### TASK ITEM
Restate each entry exactly, without pictures.

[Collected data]
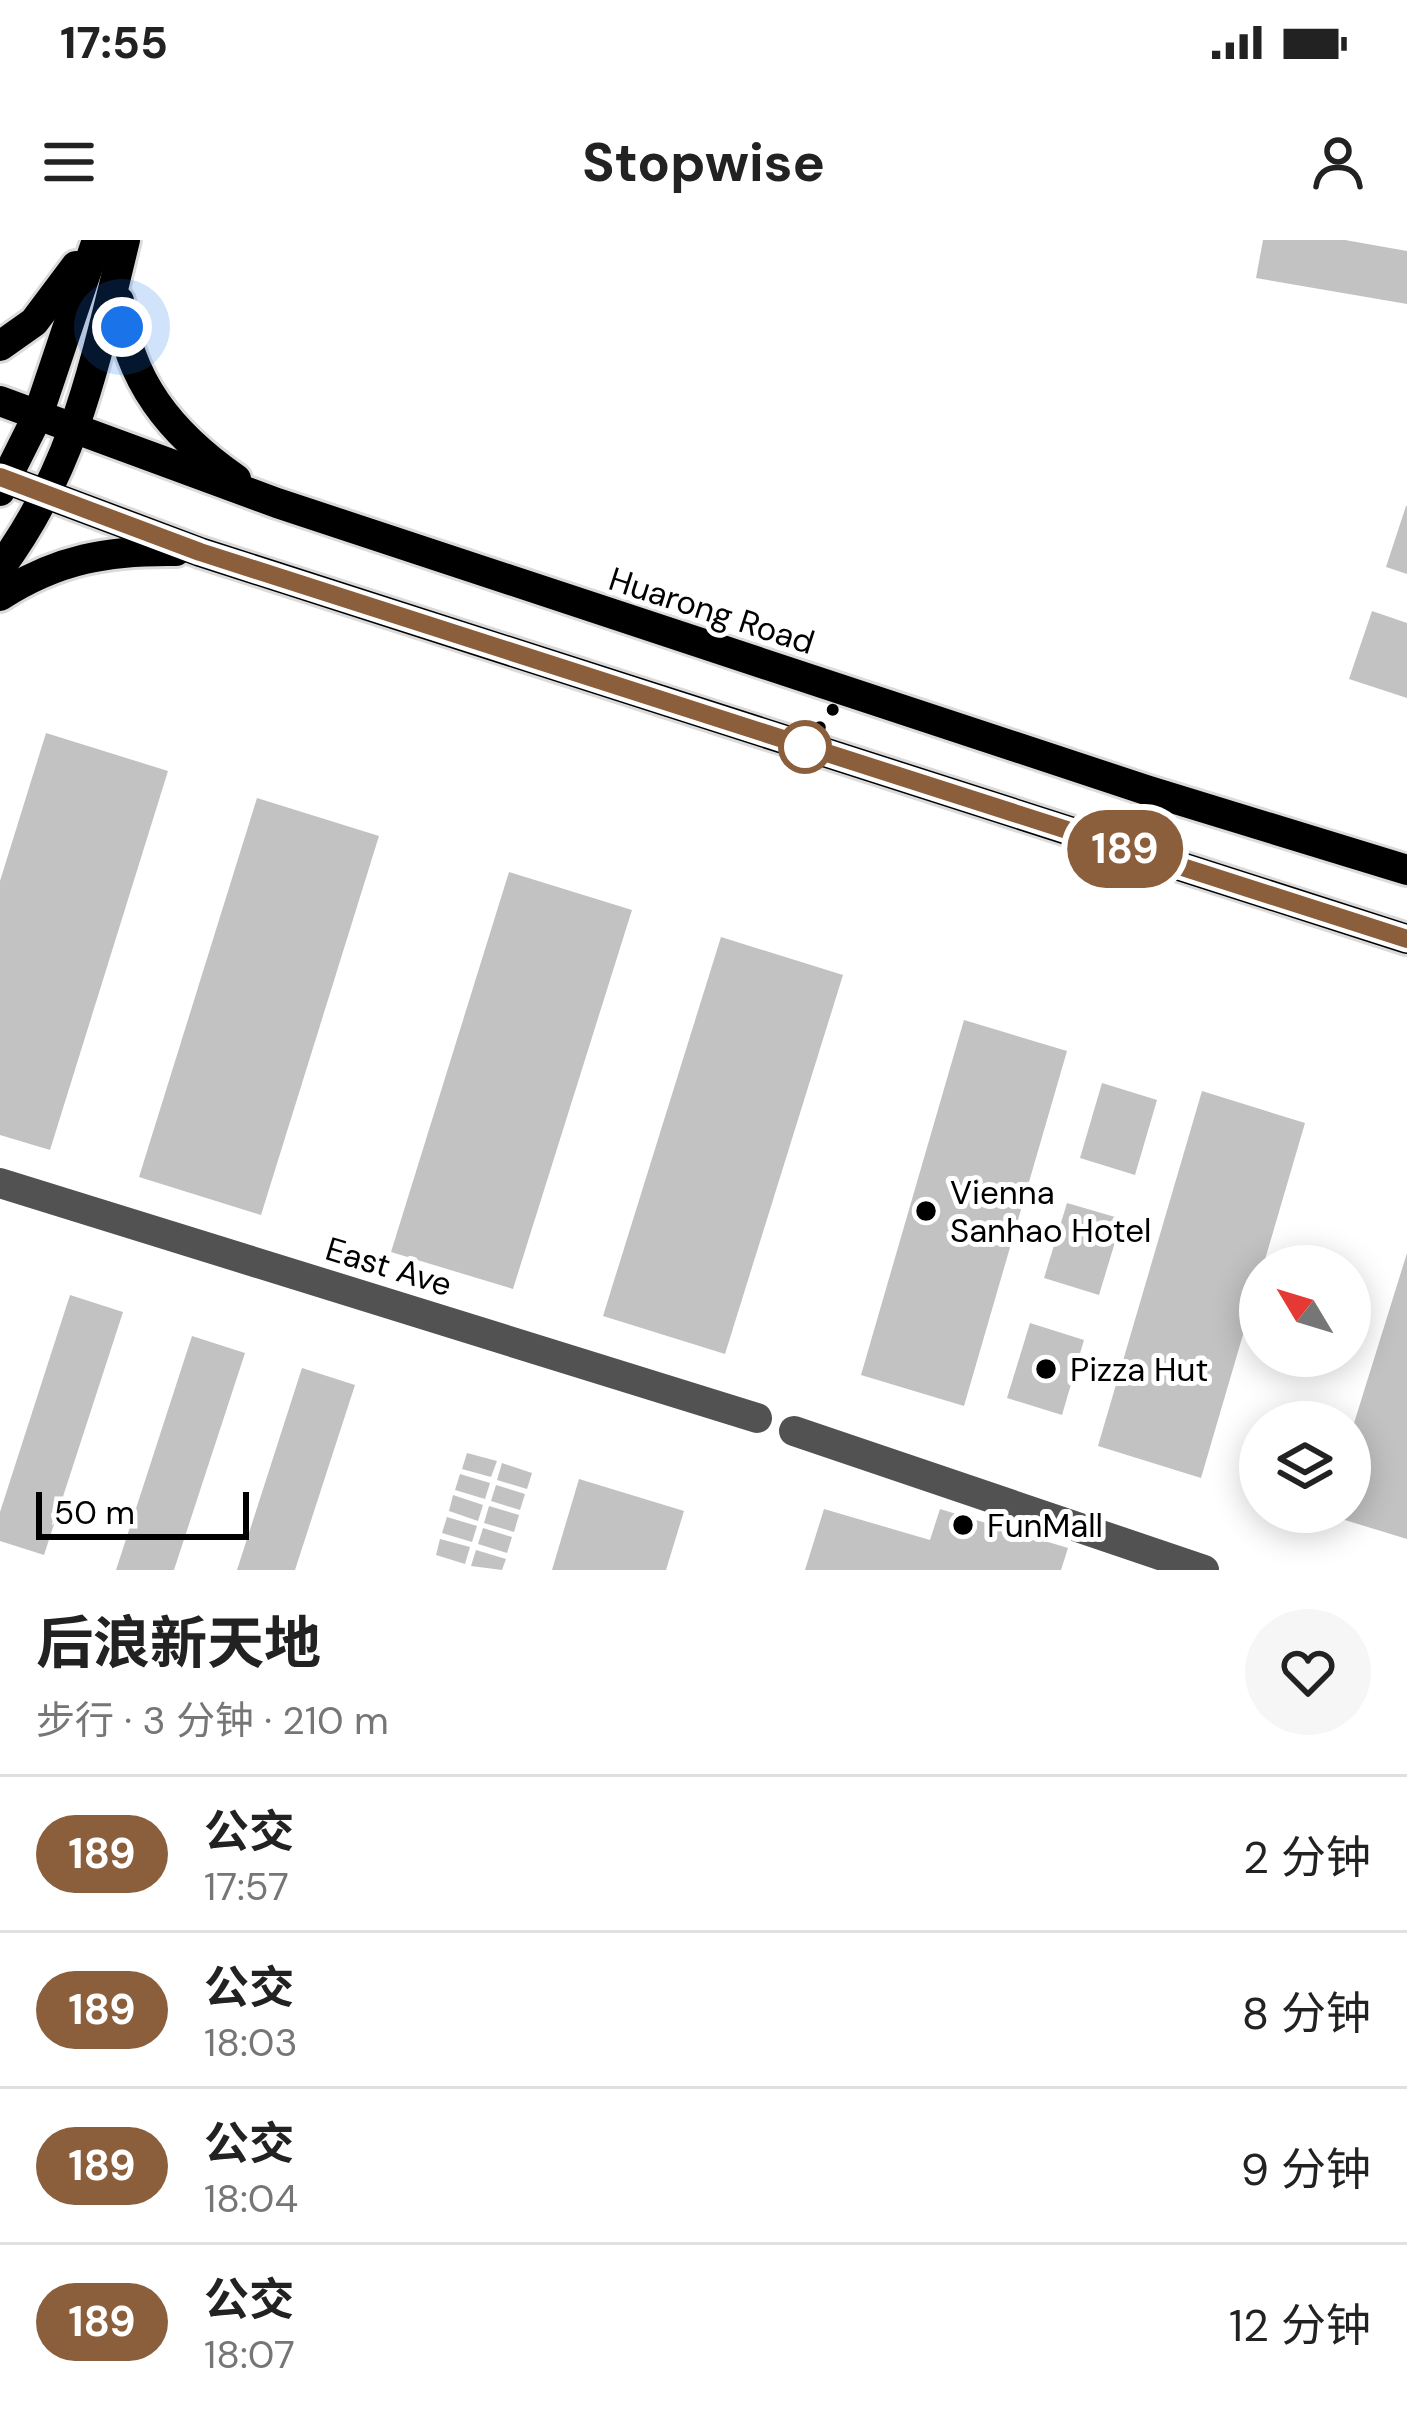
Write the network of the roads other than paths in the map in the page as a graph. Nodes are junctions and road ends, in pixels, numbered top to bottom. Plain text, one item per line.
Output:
1 (94, 240) edge
2 (122, 253) edge
3 (0, 346) edge
4 (0, 401) edge
5 (38, 415) junction
6 (76, 428) junction
7 (2, 482) edge
8 (48, 494) junction
9 (278, 503) junction
10 (200, 552) junction
11 (0, 568) edge
12 (0, 596) edge
13 (1407, 870) edge
14 (1407, 939) edge
15 (0, 1183) edge
16 (757, 1418) dead end
17 (794, 1431) dead end
18 (1204, 1570) edge

1 - 3 main road
1 - 5 main road
2 - 6 main road
2 - 9 main road
4 - 5 main road, Huarong Road
5 - 6 main road, Huarong Road
5 - 7 main road
6 - 8 main road
6 - 9 main road, Huarong Road
7 - 8 main road
8 - 10 main road
8 - 11 main road
9 - 13 main road, Huarong Road
10 - 12 main road
10 - 14 main road
15 - 16 street, East Ave
17 - 18 street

### RESULT
Write the network of the roads other than paths in the map in the page as a graph. Nodes are junctions and road ends, in pixels, numbered top to bottom. Plain text, one item per line.
Output:
1 (94, 240) edge
2 (122, 253) edge
3 (0, 346) edge
4 (0, 401) edge
5 (38, 415) junction
6 (76, 428) junction
7 (2, 482) edge
8 (48, 494) junction
9 (278, 503) junction
10 (200, 552) junction
11 (0, 568) edge
12 (0, 596) edge
13 (1407, 870) edge
14 (1407, 939) edge
15 (0, 1183) edge
16 (757, 1418) dead end
17 (794, 1431) dead end
18 (1204, 1570) edge

1 - 3 main road
1 - 5 main road
2 - 6 main road
2 - 9 main road
4 - 5 main road, Huarong Road
5 - 6 main road, Huarong Road
5 - 7 main road
6 - 8 main road
6 - 9 main road, Huarong Road
7 - 8 main road
8 - 10 main road
8 - 11 main road
9 - 13 main road, Huarong Road
10 - 12 main road
10 - 14 main road
15 - 16 street, East Ave
17 - 18 street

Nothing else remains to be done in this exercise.